AIM OF THE TASK
Each record is to be copied exactly as written.

MATERIALS PROVIDED

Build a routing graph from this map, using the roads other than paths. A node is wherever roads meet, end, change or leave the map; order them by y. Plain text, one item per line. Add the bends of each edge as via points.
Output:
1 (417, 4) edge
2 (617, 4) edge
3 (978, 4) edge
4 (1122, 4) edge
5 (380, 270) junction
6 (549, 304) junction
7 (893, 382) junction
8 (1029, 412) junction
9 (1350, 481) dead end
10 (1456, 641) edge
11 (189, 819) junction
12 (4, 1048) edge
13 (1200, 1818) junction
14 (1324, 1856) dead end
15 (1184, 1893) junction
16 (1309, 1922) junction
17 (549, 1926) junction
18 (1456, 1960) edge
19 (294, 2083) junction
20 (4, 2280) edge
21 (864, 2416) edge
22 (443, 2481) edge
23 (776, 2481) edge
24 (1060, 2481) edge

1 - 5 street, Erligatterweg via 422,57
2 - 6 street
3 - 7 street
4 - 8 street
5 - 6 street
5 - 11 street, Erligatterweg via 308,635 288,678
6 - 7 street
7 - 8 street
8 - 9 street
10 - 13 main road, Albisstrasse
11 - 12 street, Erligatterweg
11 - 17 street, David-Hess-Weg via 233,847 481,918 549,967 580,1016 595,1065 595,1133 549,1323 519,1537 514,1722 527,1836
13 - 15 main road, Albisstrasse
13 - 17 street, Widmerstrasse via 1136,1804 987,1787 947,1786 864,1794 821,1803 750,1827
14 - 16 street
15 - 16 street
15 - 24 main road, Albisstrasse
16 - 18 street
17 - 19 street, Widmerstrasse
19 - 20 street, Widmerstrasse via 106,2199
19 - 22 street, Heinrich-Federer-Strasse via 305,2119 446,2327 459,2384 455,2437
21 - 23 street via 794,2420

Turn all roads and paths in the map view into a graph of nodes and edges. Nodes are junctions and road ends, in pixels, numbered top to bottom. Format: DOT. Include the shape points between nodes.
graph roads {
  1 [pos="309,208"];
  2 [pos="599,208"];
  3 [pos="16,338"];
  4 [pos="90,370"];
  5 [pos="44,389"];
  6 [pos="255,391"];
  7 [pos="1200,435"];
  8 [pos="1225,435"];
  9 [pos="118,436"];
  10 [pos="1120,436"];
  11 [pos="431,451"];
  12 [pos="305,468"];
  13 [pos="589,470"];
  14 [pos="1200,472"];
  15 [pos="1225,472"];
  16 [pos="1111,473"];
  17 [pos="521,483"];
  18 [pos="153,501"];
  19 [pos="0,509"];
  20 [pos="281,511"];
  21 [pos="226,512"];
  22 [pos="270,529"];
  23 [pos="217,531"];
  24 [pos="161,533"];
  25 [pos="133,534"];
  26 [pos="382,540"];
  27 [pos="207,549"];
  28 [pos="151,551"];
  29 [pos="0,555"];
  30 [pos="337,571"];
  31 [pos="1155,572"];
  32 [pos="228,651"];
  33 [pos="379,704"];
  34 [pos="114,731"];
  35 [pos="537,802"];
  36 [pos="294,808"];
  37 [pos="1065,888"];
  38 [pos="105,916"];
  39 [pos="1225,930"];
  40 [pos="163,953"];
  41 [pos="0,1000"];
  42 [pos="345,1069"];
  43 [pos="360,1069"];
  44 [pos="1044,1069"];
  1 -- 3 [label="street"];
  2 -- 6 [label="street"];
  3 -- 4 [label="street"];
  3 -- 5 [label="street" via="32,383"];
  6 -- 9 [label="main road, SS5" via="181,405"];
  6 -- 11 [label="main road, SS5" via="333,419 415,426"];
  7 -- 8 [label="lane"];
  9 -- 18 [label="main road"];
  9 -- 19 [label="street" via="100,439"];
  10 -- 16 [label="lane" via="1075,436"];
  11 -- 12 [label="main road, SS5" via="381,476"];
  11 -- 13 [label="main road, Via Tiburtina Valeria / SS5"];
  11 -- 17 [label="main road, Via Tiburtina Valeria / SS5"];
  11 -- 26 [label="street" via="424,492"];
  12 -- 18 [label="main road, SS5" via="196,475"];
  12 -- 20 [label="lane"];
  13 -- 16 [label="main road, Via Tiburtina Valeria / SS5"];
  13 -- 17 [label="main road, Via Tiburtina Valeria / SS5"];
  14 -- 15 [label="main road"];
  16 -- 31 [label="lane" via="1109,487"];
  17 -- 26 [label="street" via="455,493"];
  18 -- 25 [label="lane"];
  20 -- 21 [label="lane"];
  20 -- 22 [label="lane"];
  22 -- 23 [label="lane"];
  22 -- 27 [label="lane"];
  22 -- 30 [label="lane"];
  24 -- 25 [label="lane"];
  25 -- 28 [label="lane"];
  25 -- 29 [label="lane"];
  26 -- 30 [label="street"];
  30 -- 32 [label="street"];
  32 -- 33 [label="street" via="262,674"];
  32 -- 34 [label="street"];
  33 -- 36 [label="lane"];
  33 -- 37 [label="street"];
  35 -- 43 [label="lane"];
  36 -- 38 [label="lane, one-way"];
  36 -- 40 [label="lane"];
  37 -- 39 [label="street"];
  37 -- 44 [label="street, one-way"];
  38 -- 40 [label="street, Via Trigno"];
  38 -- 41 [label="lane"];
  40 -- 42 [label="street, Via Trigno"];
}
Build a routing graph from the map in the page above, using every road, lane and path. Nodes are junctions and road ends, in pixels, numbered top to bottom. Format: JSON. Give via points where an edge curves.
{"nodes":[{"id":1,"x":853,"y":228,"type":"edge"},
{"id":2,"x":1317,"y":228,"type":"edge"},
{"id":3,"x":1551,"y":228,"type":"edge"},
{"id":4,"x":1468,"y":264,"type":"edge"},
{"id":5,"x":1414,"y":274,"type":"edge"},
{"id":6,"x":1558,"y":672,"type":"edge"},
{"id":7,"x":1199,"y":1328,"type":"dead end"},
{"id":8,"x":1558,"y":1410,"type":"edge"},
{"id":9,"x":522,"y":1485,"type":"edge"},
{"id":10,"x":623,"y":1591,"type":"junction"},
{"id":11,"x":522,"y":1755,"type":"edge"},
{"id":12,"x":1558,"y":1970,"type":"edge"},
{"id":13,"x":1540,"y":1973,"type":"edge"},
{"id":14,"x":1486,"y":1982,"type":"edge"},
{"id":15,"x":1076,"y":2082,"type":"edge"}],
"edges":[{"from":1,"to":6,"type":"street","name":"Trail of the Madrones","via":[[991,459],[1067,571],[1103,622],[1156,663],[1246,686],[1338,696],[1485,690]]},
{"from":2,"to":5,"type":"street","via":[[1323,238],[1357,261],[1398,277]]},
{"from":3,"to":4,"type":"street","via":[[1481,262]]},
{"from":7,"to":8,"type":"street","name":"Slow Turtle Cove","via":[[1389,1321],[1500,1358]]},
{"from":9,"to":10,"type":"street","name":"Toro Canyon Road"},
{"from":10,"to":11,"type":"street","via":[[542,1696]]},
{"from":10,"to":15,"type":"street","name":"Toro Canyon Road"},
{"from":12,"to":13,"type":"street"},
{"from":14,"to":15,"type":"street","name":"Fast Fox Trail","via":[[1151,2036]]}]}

YOUR RESPONSE
Build a routing graph from this map, using the roads other than paths. A node is wherever roads meet, end, change or leave the map; order them by y. Plain text, one item per line. Add the bends of each edge as via points.
Output:
1 (417, 4) edge
2 (617, 4) edge
3 (978, 4) edge
4 (1122, 4) edge
5 (380, 270) junction
6 (549, 304) junction
7 (893, 382) junction
8 (1029, 412) junction
9 (1350, 481) dead end
10 (1456, 641) edge
11 (189, 819) junction
12 (4, 1048) edge
13 (1200, 1818) junction
14 (1324, 1856) dead end
15 (1184, 1893) junction
16 (1309, 1922) junction
17 (549, 1926) junction
18 (1456, 1960) edge
19 (294, 2083) junction
20 (4, 2280) edge
21 (864, 2416) edge
22 (443, 2481) edge
23 (776, 2481) edge
24 (1060, 2481) edge

1 - 5 street, Erligatterweg via 422,57
2 - 6 street
3 - 7 street
4 - 8 street
5 - 6 street
5 - 11 street, Erligatterweg via 308,635 288,678
6 - 7 street
7 - 8 street
8 - 9 street
10 - 13 main road, Albisstrasse
11 - 12 street, Erligatterweg
11 - 17 street, David-Hess-Weg via 233,847 481,918 549,967 580,1016 595,1065 595,1133 549,1323 519,1537 514,1722 527,1836
13 - 15 main road, Albisstrasse
13 - 17 street, Widmerstrasse via 1136,1804 987,1787 947,1786 864,1794 821,1803 750,1827
14 - 16 street
15 - 16 street
15 - 24 main road, Albisstrasse
16 - 18 street
17 - 19 street, Widmerstrasse
19 - 20 street, Widmerstrasse via 106,2199
19 - 22 street, Heinrich-Federer-Strasse via 305,2119 446,2327 459,2384 455,2437
21 - 23 street via 794,2420

Turn all roads and paths in the map view into a graph of nodes and edges. Nodes are junctions and road ends, in pixels, numbered top to bottom. Format: DOT. Include the shape points between nodes.
graph roads {
  1 [pos="309,208"];
  2 [pos="599,208"];
  3 [pos="16,338"];
  4 [pos="90,370"];
  5 [pos="44,389"];
  6 [pos="255,391"];
  7 [pos="1200,435"];
  8 [pos="1225,435"];
  9 [pos="118,436"];
  10 [pos="1120,436"];
  11 [pos="431,451"];
  12 [pos="305,468"];
  13 [pos="589,470"];
  14 [pos="1200,472"];
  15 [pos="1225,472"];
  16 [pos="1111,473"];
  17 [pos="521,483"];
  18 [pos="153,501"];
  19 [pos="0,509"];
  20 [pos="281,511"];
  21 [pos="226,512"];
  22 [pos="270,529"];
  23 [pos="217,531"];
  24 [pos="161,533"];
  25 [pos="133,534"];
  26 [pos="382,540"];
  27 [pos="207,549"];
  28 [pos="151,551"];
  29 [pos="0,555"];
  30 [pos="337,571"];
  31 [pos="1155,572"];
  32 [pos="228,651"];
  33 [pos="379,704"];
  34 [pos="114,731"];
  35 [pos="537,802"];
  36 [pos="294,808"];
  37 [pos="1065,888"];
  38 [pos="105,916"];
  39 [pos="1225,930"];
  40 [pos="163,953"];
  41 [pos="0,1000"];
  42 [pos="345,1069"];
  43 [pos="360,1069"];
  44 [pos="1044,1069"];
  1 -- 3 [label="street"];
  2 -- 6 [label="street"];
  3 -- 4 [label="street"];
  3 -- 5 [label="street" via="32,383"];
  6 -- 9 [label="main road, SS5" via="181,405"];
  6 -- 11 [label="main road, SS5" via="333,419 415,426"];
  7 -- 8 [label="lane"];
  9 -- 18 [label="main road"];
  9 -- 19 [label="street" via="100,439"];
  10 -- 16 [label="lane" via="1075,436"];
  11 -- 12 [label="main road, SS5" via="381,476"];
  11 -- 13 [label="main road, Via Tiburtina Valeria / SS5"];
  11 -- 17 [label="main road, Via Tiburtina Valeria / SS5"];
  11 -- 26 [label="street" via="424,492"];
  12 -- 18 [label="main road, SS5" via="196,475"];
  12 -- 20 [label="lane"];
  13 -- 16 [label="main road, Via Tiburtina Valeria / SS5"];
  13 -- 17 [label="main road, Via Tiburtina Valeria / SS5"];
  14 -- 15 [label="main road"];
  16 -- 31 [label="lane" via="1109,487"];
  17 -- 26 [label="street" via="455,493"];
  18 -- 25 [label="lane"];
  20 -- 21 [label="lane"];
  20 -- 22 [label="lane"];
  22 -- 23 [label="lane"];
  22 -- 27 [label="lane"];
  22 -- 30 [label="lane"];
  24 -- 25 [label="lane"];
  25 -- 28 [label="lane"];
  25 -- 29 [label="lane"];
  26 -- 30 [label="street"];
  30 -- 32 [label="street"];
  32 -- 33 [label="street" via="262,674"];
  32 -- 34 [label="street"];
  33 -- 36 [label="lane"];
  33 -- 37 [label="street"];
  35 -- 43 [label="lane"];
  36 -- 38 [label="lane, one-way"];
  36 -- 40 [label="lane"];
  37 -- 39 [label="street"];
  37 -- 44 [label="street, one-way"];
  38 -- 40 [label="street, Via Trigno"];
  38 -- 41 [label="lane"];
  40 -- 42 [label="street, Via Trigno"];
}
Build a routing graph from the map in the page above, using every road, lane and path. Nodes are junctions and road ends, in pixels, numbered top to bottom. Format: JSON. Give via points where an edge curves.
{"nodes":[{"id":1,"x":853,"y":228,"type":"edge"},
{"id":2,"x":1317,"y":228,"type":"edge"},
{"id":3,"x":1551,"y":228,"type":"edge"},
{"id":4,"x":1468,"y":264,"type":"edge"},
{"id":5,"x":1414,"y":274,"type":"edge"},
{"id":6,"x":1558,"y":672,"type":"edge"},
{"id":7,"x":1199,"y":1328,"type":"dead end"},
{"id":8,"x":1558,"y":1410,"type":"edge"},
{"id":9,"x":522,"y":1485,"type":"edge"},
{"id":10,"x":623,"y":1591,"type":"junction"},
{"id":11,"x":522,"y":1755,"type":"edge"},
{"id":12,"x":1558,"y":1970,"type":"edge"},
{"id":13,"x":1540,"y":1973,"type":"edge"},
{"id":14,"x":1486,"y":1982,"type":"edge"},
{"id":15,"x":1076,"y":2082,"type":"edge"}],
"edges":[{"from":1,"to":6,"type":"street","name":"Trail of the Madrones","via":[[991,459],[1067,571],[1103,622],[1156,663],[1246,686],[1338,696],[1485,690]]},
{"from":2,"to":5,"type":"street","via":[[1323,238],[1357,261],[1398,277]]},
{"from":3,"to":4,"type":"street","via":[[1481,262]]},
{"from":7,"to":8,"type":"street","name":"Slow Turtle Cove","via":[[1389,1321],[1500,1358]]},
{"from":9,"to":10,"type":"street","name":"Toro Canyon Road"},
{"from":10,"to":11,"type":"street","via":[[542,1696]]},
{"from":10,"to":15,"type":"street","name":"Toro Canyon Road"},
{"from":12,"to":13,"type":"street"},
{"from":14,"to":15,"type":"street","name":"Fast Fox Trail","via":[[1151,2036]]}]}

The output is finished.